You feel the heat before you smell it. Before you hear it. If you were to close your eyes right now, you can almost picture a family enjoying their last meal. You turn your head and you are almost right.

It could be a family, indeed, but this is definitely not their last meal. They will never ever have a final meal unless you kill them. Grab that knife in your pocket and make its new home in their skulls. You start walking toward them and tell yourself you are dissecting your prey before finishing them off.

Your unlaced boots crunch on glass and plastic, but you are invisible. One even glances at you, her flesh nearly melting off her face, then goes back to her feast.

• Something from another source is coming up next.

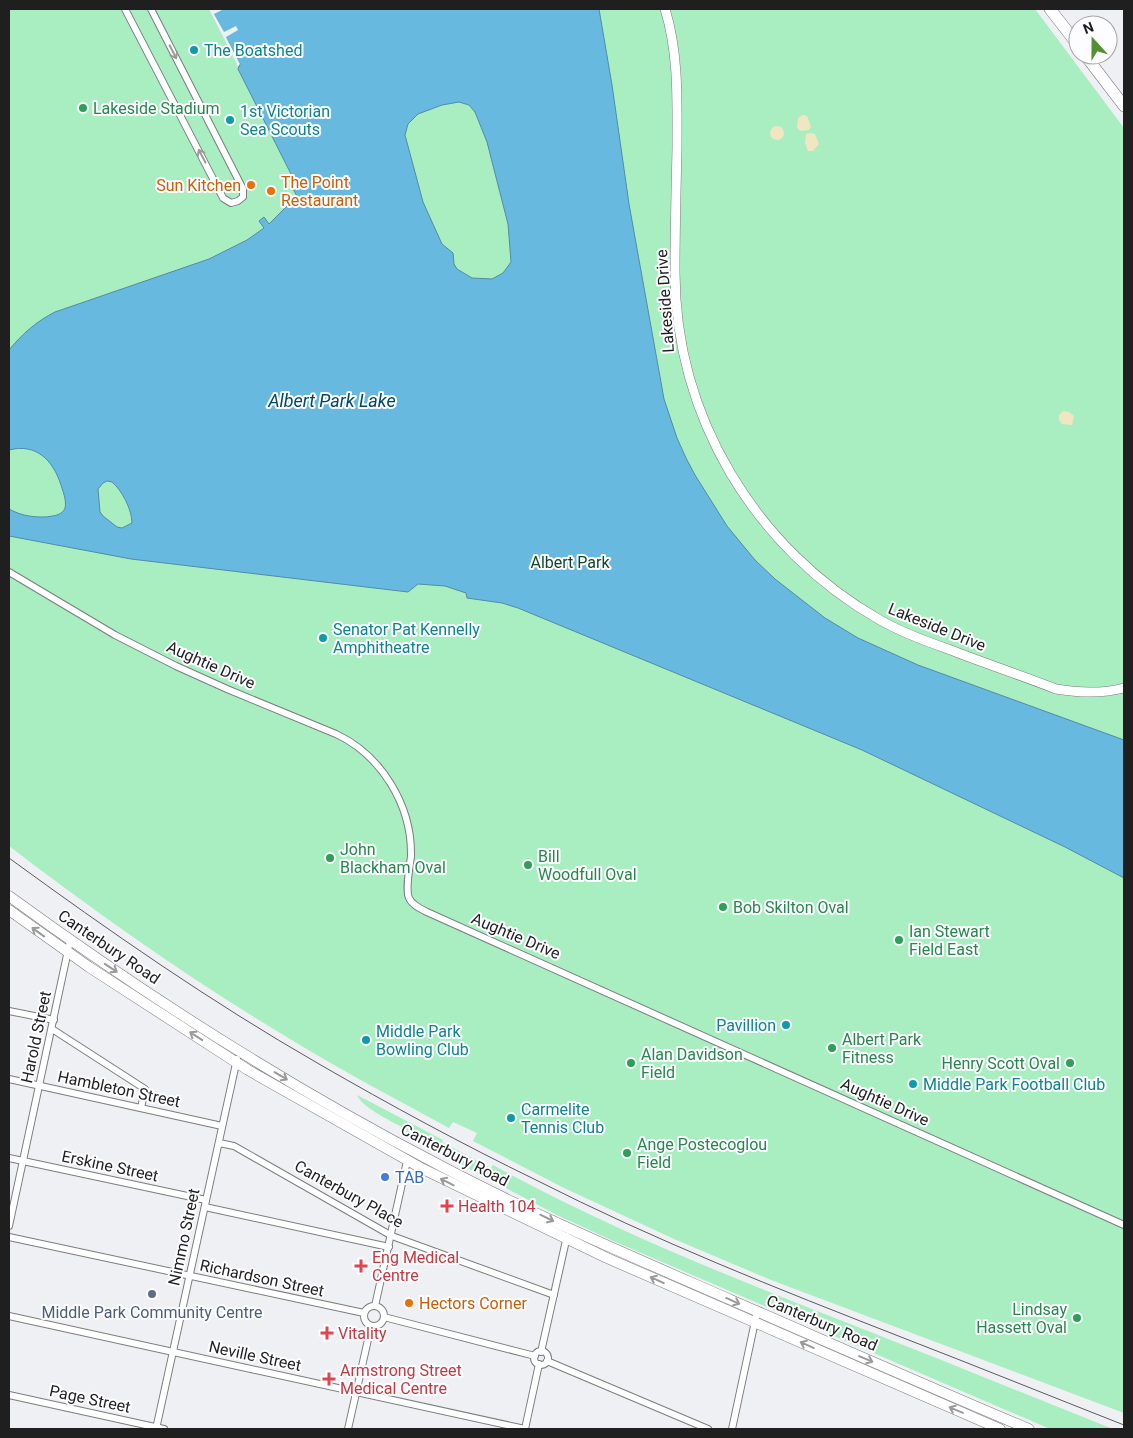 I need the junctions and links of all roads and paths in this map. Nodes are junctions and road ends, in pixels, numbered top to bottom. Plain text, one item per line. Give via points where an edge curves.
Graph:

You can see above their hunched bodies now. A girl lays bare, spread open, cut up by their teeth and hands and nails. She lays there waiting to be completed. Waiting for you.

When you laid your sister in the river, you imagined all the ways your life could have gone, all the lives you could’ve lived instead. You think of her now as you watch her spitting image prone.

You think she was a sister too. That in this life, she died protecting hers, telling her to run and run and run in the woods beyond and never look back. She saw the group of hungry animals, already devouring her with their eyes, and made her decision before she can blink.

There is a gap between the creatures, as if their circle isn’t whole without you. You drop to your knees just to look closer.

Awareness hides under your ribs and your palms lay flat on her open stomach.

You eat the body of Christ and you drink his blood as wine and you repent and repent and repent.

Your memories overflow as they flash in front of your eyes. No, they are not your memories. The backstory you created was far from true.

You were abandoned, running through the forest as your group left you in your sleep. You went to bed under the stars to laughter and drinking. Opening your eyes to blinding sunlight, only the earth greeted you. The dead appeared much faster than their loyalty ever would. It was too late once you tripped on a rock.

You blink your dry eyes to find her covering your hands, dripping down your chin.

Looking up at the sky, you search for your sister, but the moon isn’t out and the stars are nowhere to be seen. Little Ivy, you can almost hear. Growing so fast, but so unwanted. 

She can’t watch you now. For once, your hunger is deeper than hers.

A tide with no shore. You recall the one important lesson you were taught. Bodies drop, helpless, in its wake. If only to satiate itself.